What Values of $a$ Satisfy $a^x>x$ For All Real $x?$ This question can be asked in two different (but equivalent) ways:
$1.$ What values of $a$ satisfy $a^x>x\forall x\in\mathbb{R}?$
$2.$ Find the interval in which $a$ has to lie so that the graph of $f(x)=a^x$ is always above the graph of $\textrm{id}(x)=x.$
My Attempt:
Clearly, $a$ cannot be negative. Any negative number raised to an odd positive integer is negative, and hence is less than the exponent. More explicitly, $(-1)^1=-1<1.$
$a=0$ does not work either. A counterexample to demonstrate this is $0^3=0<3.$
After working out that $a>0$ using the above arguments, I thought that all $a>1$ would satisfy $a^x>x,$ but that's clearly untrue. For example, the graph $f(x)=1.3^x$ cuts the graph of $\textrm{id}(x)=x$ at $x_1≈1.471,$ and $x_2≈7.857.$ Moreover, between these two values, the graph of $f$ lies below the graph of $\textrm{id}.$ I have that $1.444667<a≤1.444668.$ I got this using desmos. According to desmos, the graph of $f(x)=1.444667^x$ intersects the graph of $\textrm{id}(x)=x$ at two points while $f(x)=1.444668^x$ does not intersect $\textrm{id}(x)=x$ at all. Is there a closed form for $a?$ I have attached screenshots of the graphs below.

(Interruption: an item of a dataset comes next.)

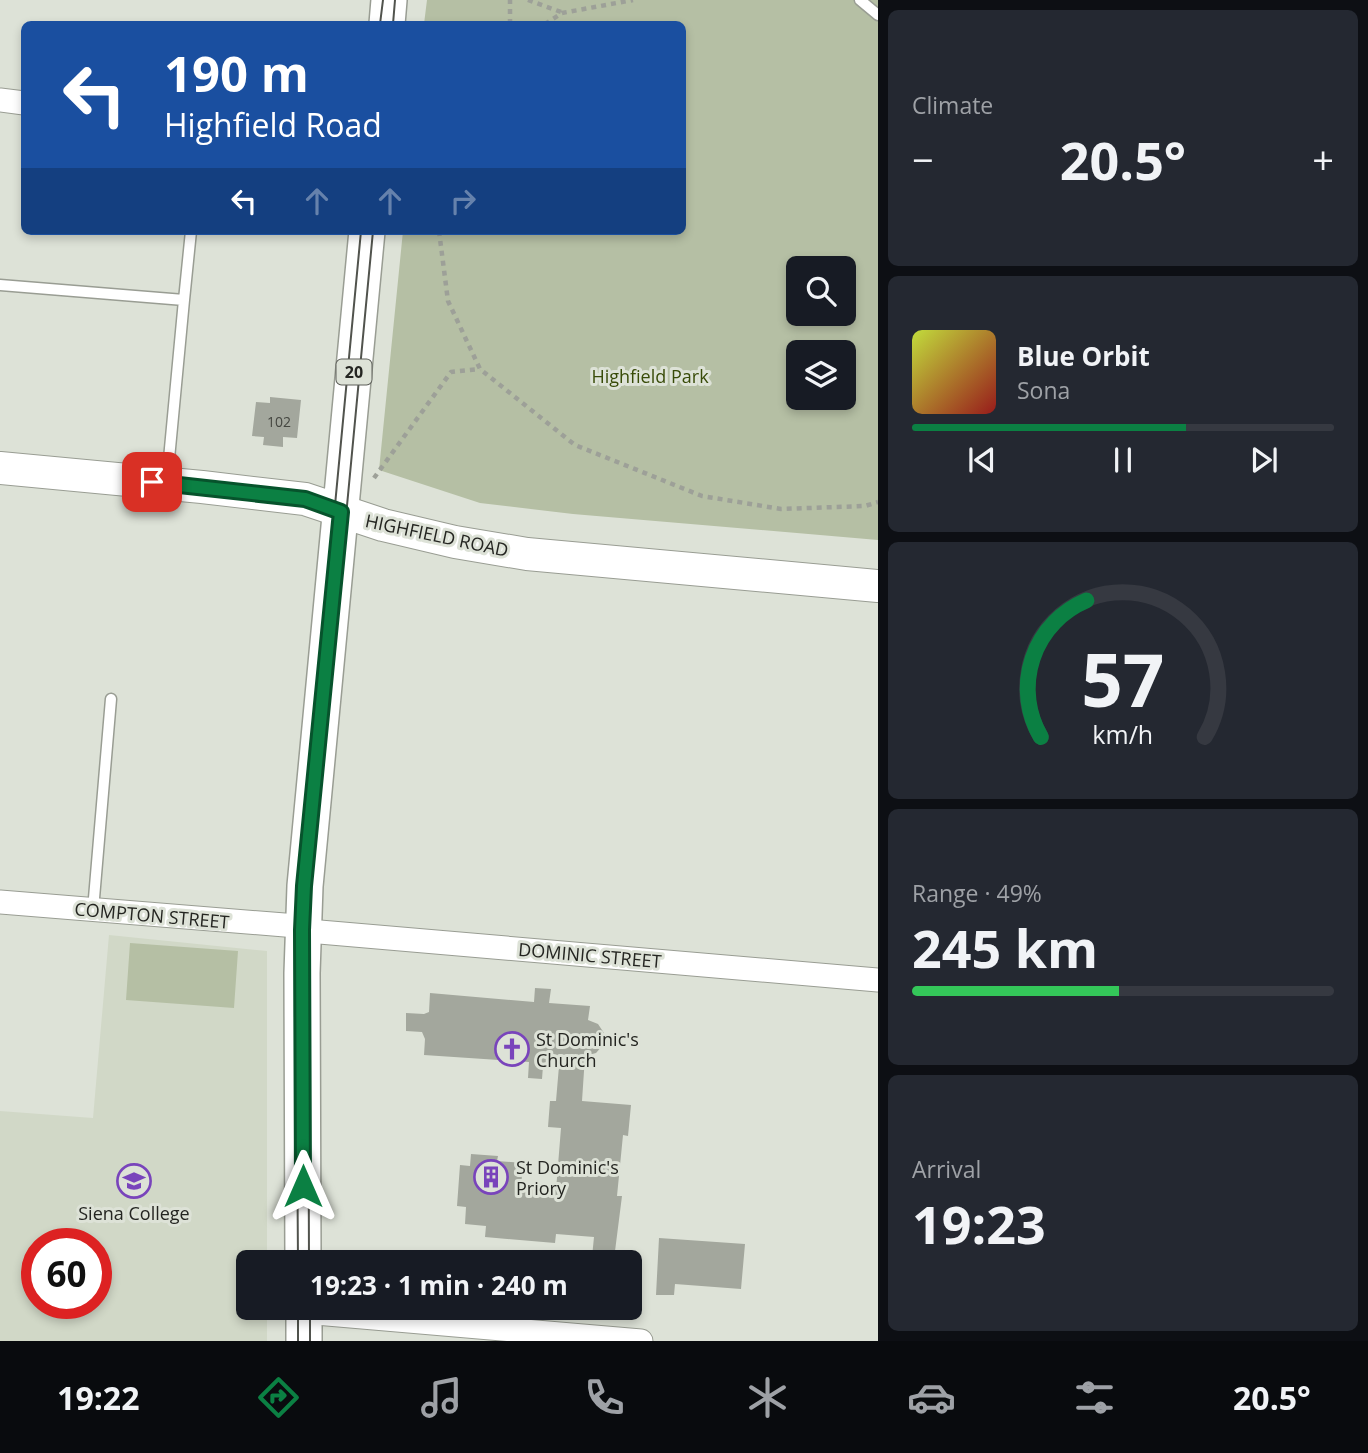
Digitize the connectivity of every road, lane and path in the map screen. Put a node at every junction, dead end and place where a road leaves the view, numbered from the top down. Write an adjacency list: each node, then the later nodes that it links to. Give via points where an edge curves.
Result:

Fig. $1.$ Graphs of $f(x)=1.444668^x,$ and $\textrm{id}(x)=x.$

Fig. $2.$ Graphs of $f(x)=1.444667^x,$ and $\textrm{id}(x)=x.$

Fig. $3.$ Fig. $2,$ but zoomed in.
Note: While the screenshot may make it seem like the two graphs in Fig. $1$ intersect, they don't (atleast according to desmos).
 A: The $a$ you seek is $e^{1/e}$.
Indeed, $a^x>x$ for all $x$ iff $a > x^{1/x}$ for all $x$.
Therefore, the minimum $a$ is the global maximum of $x^{1/x}$.
The function $f(x)=x^{1/x}$ has a global maximum at $x=e$ and so $a^*=e^{1/e}$
A: The limiting case is
$$\large a=e^{\frac 1e}=1.444667861009766133658339$$
Now, prove it (this is not difficult).
Edit
Since, at the time I write this edit, ou know the steps, make the problem more general, that is to say
$$a^{x^b} > x$$
So, repeating the steps given in the other answers, you need to solve for $a$ and $x$ the two equations
$$a^{x^b} = x \tag 1$$
$$b \log (a) x^{b-1} a^{x^b}=1\tag 2$$
The ratio of $(2)$ to $(1)$ gives
$$b \log (a) x^{b}=1 \quad \implies \quad x=(b \log (a))^{-1/b}$$ and, back to $(1)$
$$a=e^{\frac{1}{e b}}\quad \implies \quad x=e^{\frac{1}{ b}}$$
A: The question is equivalent to finding $a\in \mathbb{R}$ for which $a^x-x>0$ for all $x\in \mathbb{R}$. Let's try finding the minimal possible value for $f(x)=a^x-x$. Differentiating and equating to $0$:
$$f'(x)=a^x\cdot \ln(a)-1=0 \implies a^x\cdot \ln(a)=1\implies a^x=(\ln(a))^{-1}$$
$$\implies x=\log_a ((\ln(a))^{-1})$$
This is a continuous function, and it is clear that it has a minimum. We can confirm this by checking the second derivative at $x$ for example, but I think understanding that the vertical distance between the graphs has a minimum is enough.
So, this $x$ gives us the minimal value for $f$:
$$f(\log_a ((\ln(a))^{-1}))=a^{\log_a ((\ln(a))^{-1})}-\log_a ((\ln(a))^{-1})=\frac{1}{\ln(a)}+\frac{\ln(\ln(a))}{\ln(a)}$$
We would like this minimal value to be $0$, so we get
$$1+\ln(\ln(a))=0\implies \ln(a)=e^{-1}\implies a=e^{\frac{1}{e}} (\approx1.44466786...)$$